Pending legislation in South Carolina may affect your transactions
Remember the Chinese surveillance balloon the United States shot down off the coast of the Palmetto State in February? That incident and other rising tensions between our government and China over several issues (the war in Ukraine, recognition of Taiwan, to name only two) have resulted in politicians proposing to broaden state law bans on foreign ownership of real estate.
According to a New York Times article dated February 7, entitled “How U.S-China Tensions Could Affect Who Buys the House Next Door”, legislation in Texas was proposed after a Chinese billionaire with plans to create a wind farm bought more than 130,000 acres of land near a U.S. Air Force base.

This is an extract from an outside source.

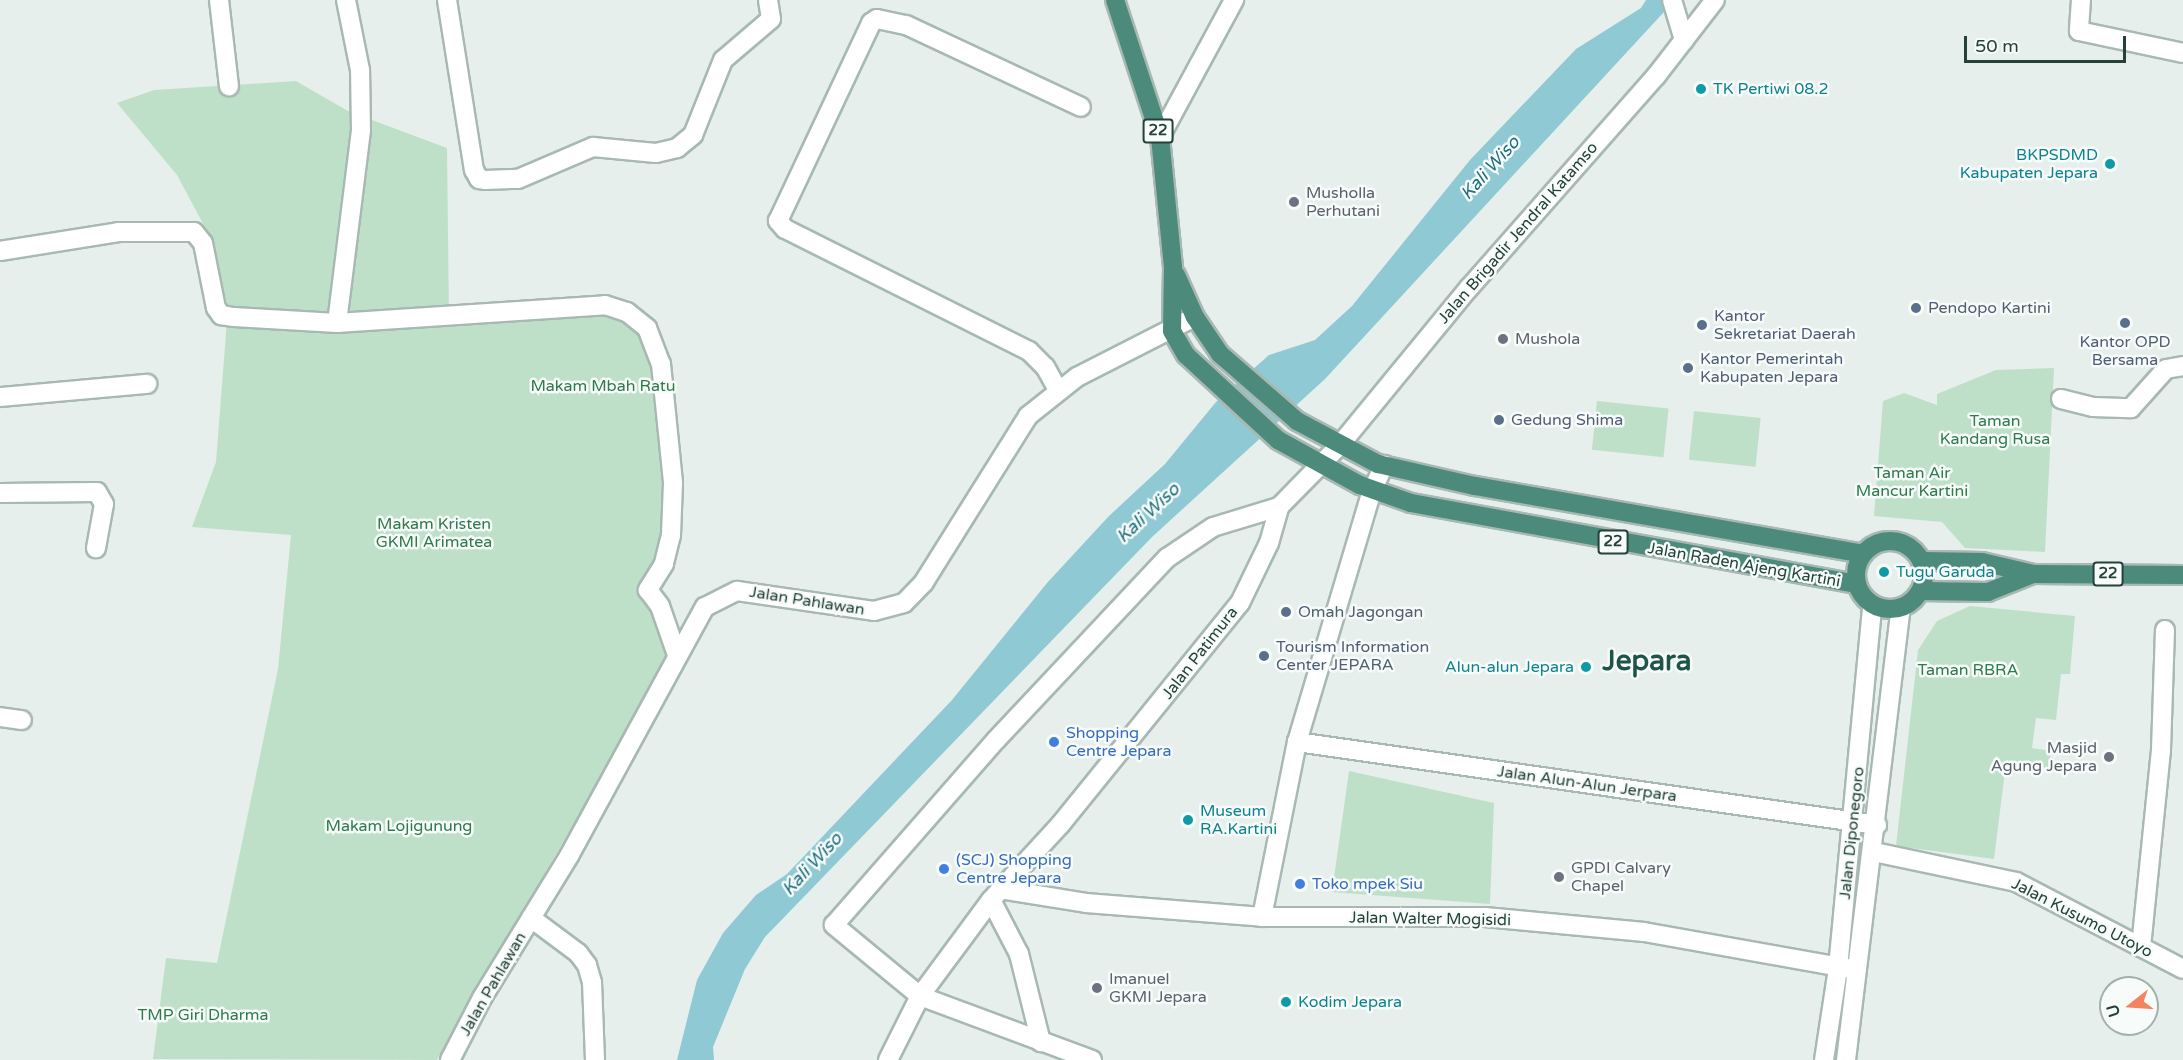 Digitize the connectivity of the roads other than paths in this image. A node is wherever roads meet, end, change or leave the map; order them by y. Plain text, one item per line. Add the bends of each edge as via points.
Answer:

Proposed legislation is also pending in Florida, California and now South Carolina to restrict ownership of real estate by “hostile nations” or “foreign adversaries.” Some have suggested that such bills may run afoul of due process and equal protection issues.
Chicago Title published an Underwriting Memorandum on April 5 entitled “Foreign Ownership of Property in South Carolina” to advise agents of the pending legislation in our state.
You may recall that we have an existing statute (S.C. Code §27-13-30) prohibiting any “alien” or corporation controlled by an “alien” from owning or controlling more than 500,000 acres of land in South Carolina. Recently, the South Carolina Senate passed Senate Bill 576 that amends the existing statute by expressly prohibiting any citizen of a foreign adversary or corporation controlled by a foreign adversary from acquiring any interest in South Carolina property. The proposed legislation will now be considered by the House.
The term “foreign adversary” is defined in the bill as “any foreign government or nongovernment person determined by the United States Secretary of Commerce to have engaged in a long-term pattern or serious instances of conduct significantly adverse to the national security of the United States or the security and safety of United States citizens.”
And there are other bills pending along the same lines.
Senate Bill 392 would amend our existing statute to reduce the amount of property allowed to be owned by an “alien” to 1,000 acres. House Bill 3566 would add a statute to reduce to 1,000 acres the amount of land that can be owned or controlled by China, the Chinese Communist Party, or an entity whose principal place of business is located within China. House Bill 3118 would prohibit any company owned or controlled by China or the Chinese Communist Party or that has a principal place of business in China from owning, leasing, possessing, or exercising any control over real estate located within 50 miles of a state or federal military base for the purpose of installing or erecting any type of telecommunications or broadcasting tower.
All dirt lawyers will know immediately that all versions of the proposed legislation will create uncertainty in our market. I have only two pieces of advice at this point. First, let’s all monitor the proposed legislation. And, second, let’s pay attention to guidance provided by our excellent title insurance underwriters.